Generally speaking, FDA regulates color additives in all FDA-regulated products, including in medical devices. However, because of the different nature of medical devices compared to the other products FDA regulates, the agency has a special approach to determining when color additives must be approved for use in devices. Even to a layman, it would make sense that the oversight necessary for the color in a toothbrush handle would not need to reach the level of a food, drug, or cosmetic that is applied to or is entering the body.

Device manufacturers should familiarize themselves with FDA’s policies for color additives in medical devices to ensure that their products do not encounter compliance issues. Keep reading for more information about how FDA regulates color additives in medical devices.

Color Additive Regulations for Medical Devices

The Federal Food, Drug and Cosmetic (FD&C) Act defines a “color additive” as “a dye, pigment, or other substance… capable of imparting color when added or applied to a food, drug, cosmetic, or to the human body.” It is notable that “device” is not specifically included in the definition. Elsewhere in the Act, it is clarified that a color additive used in a device is exempt from listing unless it comes in direct contact with the body “for a significant period of time.”  The Act does not define what is meant by “significant period of time,” leaving that interpretation to FDA. FDA has stated that it does not consider use of a color additive to be for a significant period of time if the contact duration is 30 days or less.

Colors that have been approved by FDA for use in medical devices are found in the Code of Federal Regulations (CFR).
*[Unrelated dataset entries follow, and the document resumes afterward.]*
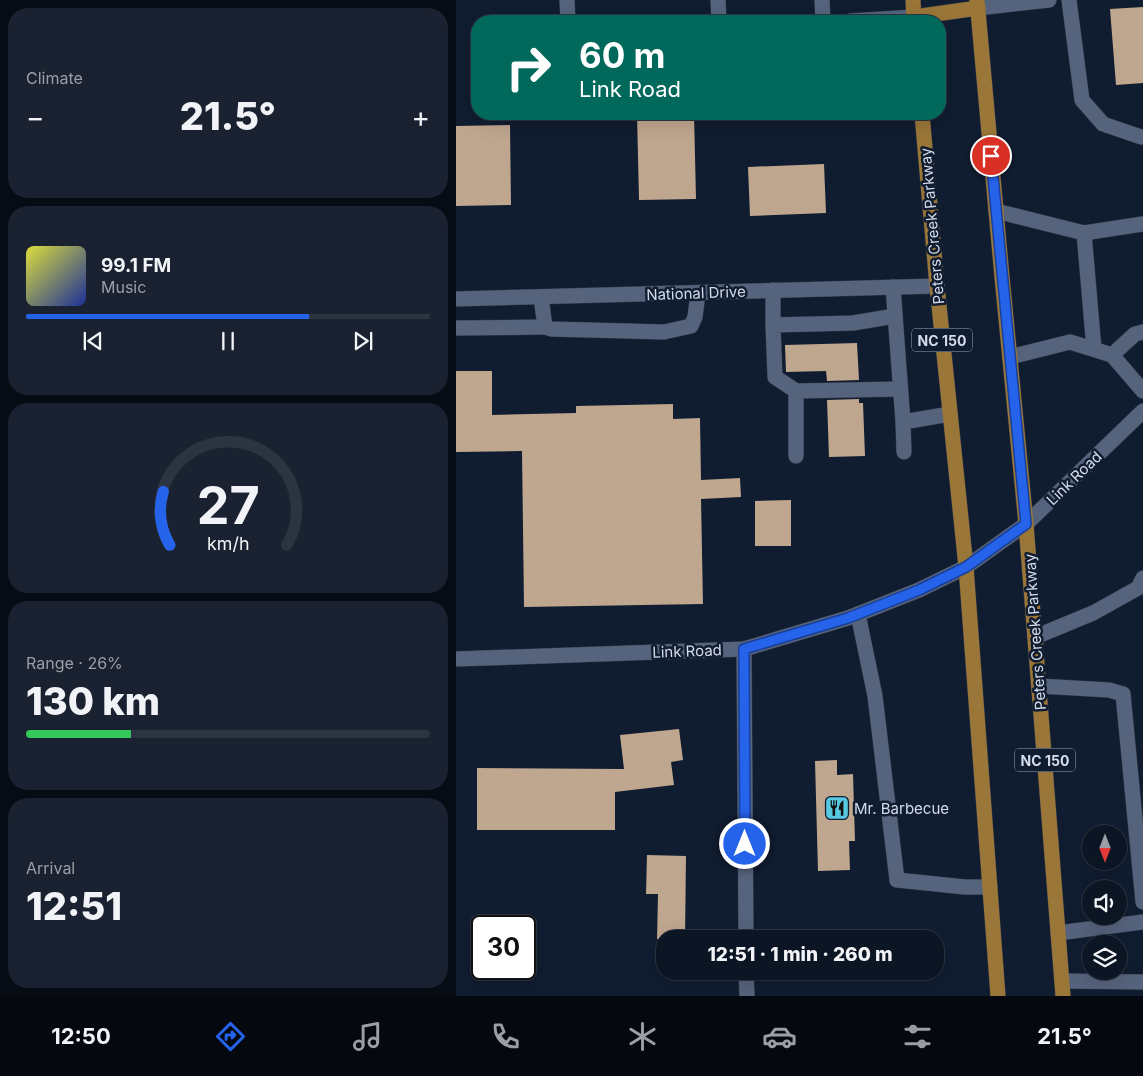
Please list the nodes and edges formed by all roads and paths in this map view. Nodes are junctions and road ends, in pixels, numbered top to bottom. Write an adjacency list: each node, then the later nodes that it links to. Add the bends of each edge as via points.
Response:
1 (567, 0): 8 (street)
2 (718, 0): 9 (street)
3 (822, 0): 10 (street)
4 (913, 0): 11 (main road)
5 (1049, 0): 7 (street)
6 (1069, 0): 14 (street, via 1082,100 1104,124)
7 (978, 4): 12 (main road); 15 (main road, Peters Creek Parkway / NC 150)
8 (568, 15)
9 (719, 15)
10 (823, 15)
11 (914, 15)
12 (931, 15)
13 (923, 120): 18 (main road, Peters Creek Parkway / NC 150)
14 (1141, 137)
15 (996, 211): 17 (street); 31 (main road, Peters Creek Parkway / NC 150)
16 (1143, 224): 17 (street)
17 (1084, 233): 29 (street)
18 (937, 286): 19 (street, National Drive); 36 (main road, Peters Creek Parkway / NC 150)
19 (893, 287): 20 (street, National Drive); 24 (street)
20 (773, 290): 21 (street, National Drive); 25 (street)
21 (698, 293): 22 (street, National Drive); 26 (street, via 691,326 664,332)
22 (541, 297): 23 (street, National Drive); 26 (street)
23 (456, 299)
24 (895, 316): 25 (street, via 853,323); 32 (street)
25 (773, 325): 33 (street, via 775,377)
26 (544, 327): 27 (street)
27 (456, 328)
28 (1143, 332): 30 (street, via 1135,334)
29 (1094, 349): 30 (street); 31 (street, via 1070,342)
30 (1112, 354): 34 (street)
31 (1010, 357): 40 (main road, Peters Creek Parkway / NC 150)
32 (900, 389): 33 (street); 37 (street)
33 (796, 391): 39 (street)
34 (1143, 391)
35 (1143, 411): 40 (street, Link Road)
36 (950, 414): 37 (street); 41 (main road, Peters Creek Parkway / NC 150)
37 (903, 422): 38 (street)
38 (904, 452)
39 (796, 456)
40 (1026, 524): 41 (street, Link Road); 44 (main road, Peters Creek Parkway / NC 150)
41 (966, 567): 43 (street, Link Road); 49 (main road, Peters Creek Parkway / NC 150)
42 (1143, 578): 44 (street, via 1138,588 1093,613)
43 (858, 614): 45 (street, Link Road); 49 (street, via 875,696 897,880)
44 (1035, 637): 47 (main road, Peters Creek Parkway / NC 150)
45 (744, 649): 46 (street, Link Road); 52 (street)
46 (456, 659)
47 (1039, 686): 48 (street, via 1109,690 1123,694); 53 (main road, Peters Creek Parkway / NC 150)
48 (1137, 774): 50 (street)
49 (990, 887): 58 (main road, Peters Creek Parkway / NC 150)
50 (1143, 902)
51 (1143, 922): 53 (street)
52 (746, 930)
53 (1058, 933): 56 (main road, Peters Creek Parkway / NC 150)
54 (746, 980): 57 (street)
55 (1143, 982): 56 (street)
56 (1062, 988)
57 (747, 996)
58 (998, 996)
Once determining that their color is subject to FDA approval, manufacturers should review these regulations carefully, as FDA lists colors as approved based upon the specific device in which it is incorporated.  A review of the CFR shows most of the approvals are specific to only a few types of devices: contact lenses and sutures being the most prevalent. Certain colors are also subject to the “batch certification” requirement, such as D&C Violet No. 2 in contact lenses.

Colors for some devices that are subject to premarket notification (such as the 510(k)) may also be referenced in FDA guidance documents for those submissions. An example would be colors in medical gloves. FDA discusses the use of colors in these gloves, citing the need for biocompatibility testing, particularly for colors that have not been approved for any other use (such as food) by the agency.

Batch Certification

FDA’s requirements for color additives and dyes vary based on the additive. FDA often requires color additives be reviewed by the agency through batch certification. In this process, FDA analyzes submissions of batch samples to determine whether a color additive complies with requirements for composition and purity set forth by the color additive’s listing regulations. Manufacturers are required to submit applicable documentation to FDA for batch certification, along with the samples of the color additive and a fee.

Batch certification is not required for every color additive. FDA determines if the batch certification process is needed to protect public health based on impurity levels that might be present in the color additive. Once certified, these colors are identified using “FD&C” or “D&C” as part of their names.

To ensure that a color additive is from a certified batch, you should check that the label:

• Ensures the name of the color additive is as it appears in the Code of Federal Regulations
• Includes general limitations for use and any other limitations or tolerances, and
• Lists the FDA unique lot number assigned to the certified batch

If a color is a mixture of certifiable colors, the colors must be certified prior to mixing. The manufacturer should ensure that they have the FDA lot number assigned to each color prior to the mixture taking place.